Collected data:
►

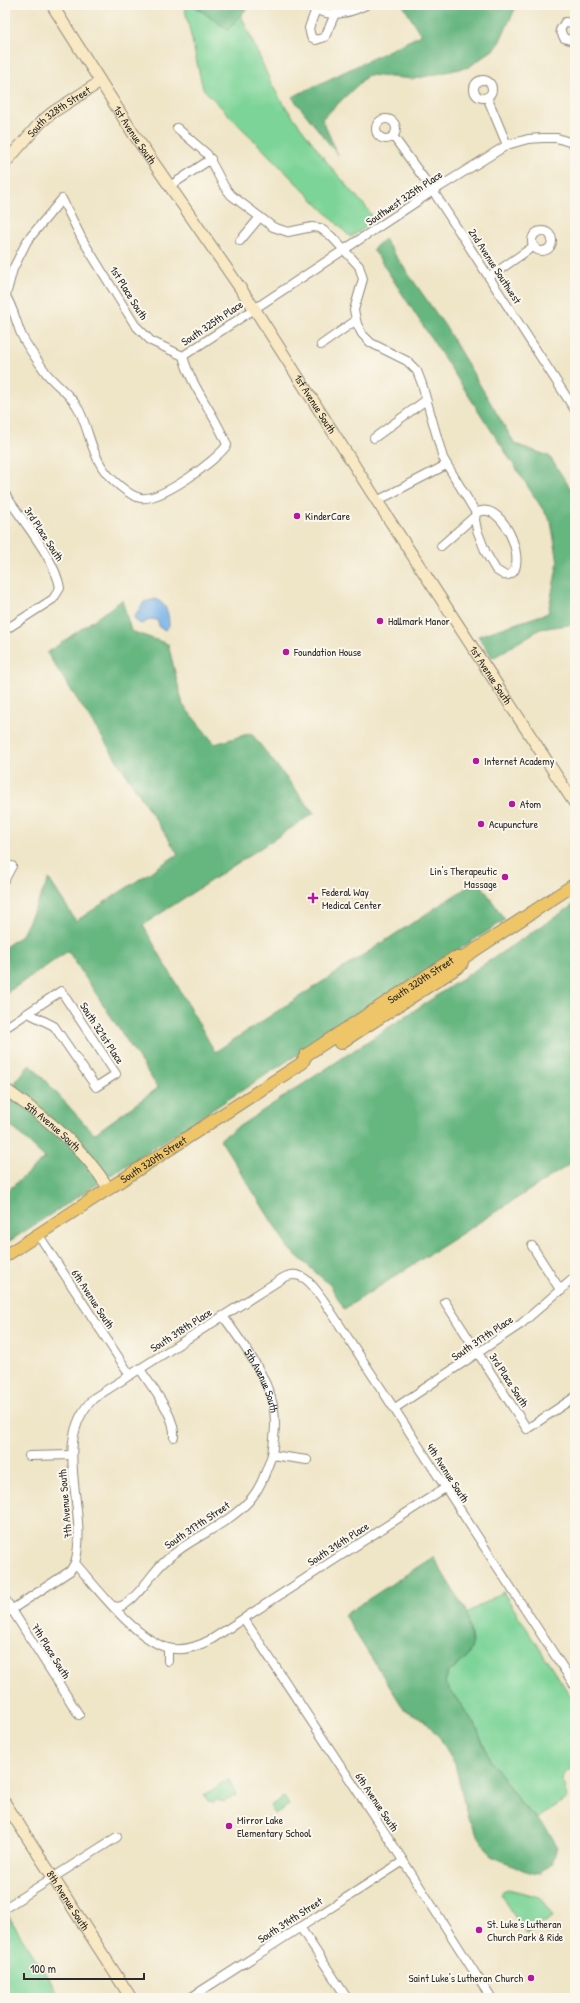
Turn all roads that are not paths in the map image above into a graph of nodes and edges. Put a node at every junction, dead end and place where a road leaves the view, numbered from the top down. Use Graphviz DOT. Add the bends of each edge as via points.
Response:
graph roads {
  1 [pos="52,5"];
  2 [pos="366,5"];
  3 [pos="313,8"];
  4 [pos="336,14"];
  5 [pos="575,23"];
  6 [pos="575,38"];
  7 [pos="100,82"];
  8 [pos="487,97"];
  9 [pos="177,128"];
  10 [pos="393,136"];
  11 [pos="575,144"];
  12 [pos="507,145"];
  13 [pos="210,159"];
  14 [pos="5,163"];
  15 [pos="170,186"];
  16 [pos="433,191"];
  17 [pos="260,217"];
  18 [pos="240,241"];
  19 [pos="534,246"];
  20 [pos="344,250"];
  21 [pos="489,277"];
  22 [pos="5,295"];
  23 [pos="254,308"];
  24 [pos="355,321"];
  25 [pos="321,345"];
  26 [pos="183,356"];
  27 [pos="426,400"];
  28 [pos="575,410"];
  29 [pos="374,438"];
  30 [pos="446,465"];
  31 [pos="5,494"];
  32 [pos="377,501"];
  33 [pos="476,514"];
  34 [pos="441,546"];
  35 [pos="5,630"];
  36 [pos="575,804"];
  37 [pos="12,866"];
  38 [pos="5,879"];
  39 [pos="575,884"];
  40 [pos="28,1013"];
  41 [pos="5,1028"];
  42 [pos="5,1089"];
  43 [pos="109,1189"];
  44 [pos="38,1234"];
  45 [pos="532,1246"];
  46 [pos="5,1256"];
  47 [pos="299,1275"];
  48 [pos="575,1277"];
  49 [pos="561,1291"];
  50 [pos="446,1302"];
  51 [pos="224,1316"];
  52 [pos="478,1353"];
  53 [pos="140,1369"];
  54 [pos="130,1375"];
  55 [pos="575,1397"];
  56 [pos="395,1408"];
  57 [pos="81,1414"];
  58 [pos="174,1437"];
  59 [pos="72,1455"];
  60 [pos="272,1455"];
  61 [pos="30,1456"];
  62 [pos="307,1460"];
  63 [pos="445,1488"];
  64 [pos="75,1563"];
  65 [pos="5,1599"];
  66 [pos="114,1606"];
  67 [pos="9,1612"];
  68 [pos="244,1619"];
  69 [pos="168,1648"];
  70 [pos="168,1661"];
  71 [pos="575,1686"];
  72 [pos="79,1714"];
  73 [pos="5,1803"];
  74 [pos="117,1837"];
  75 [pos="402,1862"];
  76 [pos="53,1877"];
  77 [pos="5,1908"];
  78 [pos="300,1927"];
  79 [pos="131,1998"];
  80 [pos="190,1998"];
  81 [pos="347,1998"];
  82 [pos="491,1998"];
  1 -- 7 [label="main road, 1st Avenue South"];
  2 -- 4 [label="street"];
  3 -- 4 [label="street" via="324,14"];
  3 -- 4 [label="street" via="309,31 311,37 316,40 325,37"];
  5 -- 6 [label="street" via="565,22 560,30 564,38"];
  7 -- 14 [label="main road, South 328th Street" via="47,117"];
  7 -- 15 [label="main road, 1st Avenue South"];
  8 -- 12 [label="street"];
  9 -- 13 [label="street"];
  10 -- 16 [label="street, 2nd Avenue Southwest"];
  11 -- 12 [label="street, Southwest 325th Place" via="557,138 543,138"];
  12 -- 16 [label="street, Southwest 325th Place"];
  13 -- 15 [label="street"];
  13 -- 17 [label="street" via="227,190"];
  15 -- 23 [label="main road, 1st Avenue South"];
  16 -- 20 [label="street, Southwest 325th Place"];
  16 -- 21 [label="street, 2nd Avenue Southwest"];
  17 -- 18 [label="street"];
  17 -- 20 [label="street" via="283,232 320,228"];
  19 -- 21 [label="street"];
  20 -- 23 [label="street, Southwest 325th Place"];
  20 -- 24 [label="street" via="359,266 363,275 354,310"];
  21 -- 28 [label="street, 2nd Avenue Southwest"];
  22 -- 26 [label="street, 1st Place South" via="13,269 27,241 62,199 82,239 135,325 151,341"];
  22 -- 26 [label="street" via="22,336 46,374 79,409 102,468 134,496 147,498 171,490 227,445 217,421 187,372"];
  23 -- 26 [label="street, South 325th Place"];
  23 -- 32 [label="main road, 1st Avenue South"];
  24 -- 25 [label="street"];
  24 -- 27 [label="street" via="369,341 407,361 414,368"];
  27 -- 29 [label="street"];
  27 -- 30 [label="street" via="437,443"];
  30 -- 32 [label="street"];
  30 -- 33 [label="street"];
  31 -- 35 [label="street, 3rd Place South" via="50,561 60,588 53,599"];
  32 -- 36 [label="main road, 1st Avenue South"];
  33 -- 33 [label="street" via="483,511 504,522 514,544 517,562 511,575 502,574 489,559 478,536"];
  33 -- 34 [label="street"];
  37 -- 38 [label="street"];
  39 -- 43 [label="main road, South 320th Street" via="463,958 454,958 306,1055 302,1063"];
  40 -- 40 [label="street, South 321st Place" via="61,991 116,1074 96,1087 56,1028"];
  40 -- 41 [label="street, South 321st Place"];
  42 -- 43 [label="main road, 5th Avenue South" via="67,1136 97,1169"];
  43 -- 44 [label="main road, South 320th Street"];
  44 -- 46 [label="main road, South 320th Street"];
  44 -- 54 [label="street, 6th Avenue South"];
  45 -- 49 [label="street"];
  47 -- 51 [label="street, South 318th Place" via="286,1276"];
  47 -- 56 [label="street, 4th Avenue South" via="317,1292"];
  48 -- 49 [label="street, South 317th Place"];
  49 -- 52 [label="street, South 317th Place" via="521,1324"];
  50 -- 52 [label="street, 3rd Place South"];
  51 -- 53 [label="street, South 318th Place"];
  51 -- 60 [label="street, 5th Avenue South" via="257,1367 267,1388 275,1422"];
  52 -- 55 [label="street, 3rd Place South" via="527,1429"];
  52 -- 56 [label="street, South 317th Place"];
  53 -- 54 [label="street, South 318th Place"];
  53 -- 58 [label="street" via="171,1418"];
  54 -- 57 [label="street, South 318th Place" via="94,1398"];
  56 -- 63 [label="street, 4th Avenue South"];
  57 -- 59 [label="street, 7th Avenue South" via="72,1439"];
  59 -- 61 [label="street"];
  59 -- 64 [label="street, 7th Avenue South" via="80,1540"];
  60 -- 62 [label="street"];
  60 -- 66 [label="street, South 317th Street" via="257,1491 240,1509 170,1556 148,1578 128,1604"];
  63 -- 68 [label="street, South 316th Place"];
  63 -- 71 [label="street, 4th Avenue South"];
  64 -- 66 [label="street"];
  64 -- 67 [label="street" via="70,1571"];
  65 -- 67 [label="street, 7th Place South"];
  66 -- 69 [label="street" via="146,1637"];
  67 -- 72 [label="street, 7th Place South"];
  68 -- 69 [label="street" via="201,1645 183,1649"];
  68 -- 75 [label="street, 6th Avenue South"];
  69 -- 70 [label="street"];
  73 -- 76 [label="main road, 8th Avenue South"];
  74 -- 76 [label="street"];
  75 -- 78 [label="street, South 314th Street"];
  75 -- 82 [label="street, 6th Avenue South"];
  76 -- 77 [label="street"];
  76 -- 79 [label="main road, 8th Avenue South"];
  78 -- 80 [label="street, South 314th Street"];
  78 -- 81 [label="street"];
}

◄

### HOW TO COMPLETE THIS TASK
Check each line of the records for the string "graph" and state how many lines contain it. Give only the number.

### ANSWER SECTION
2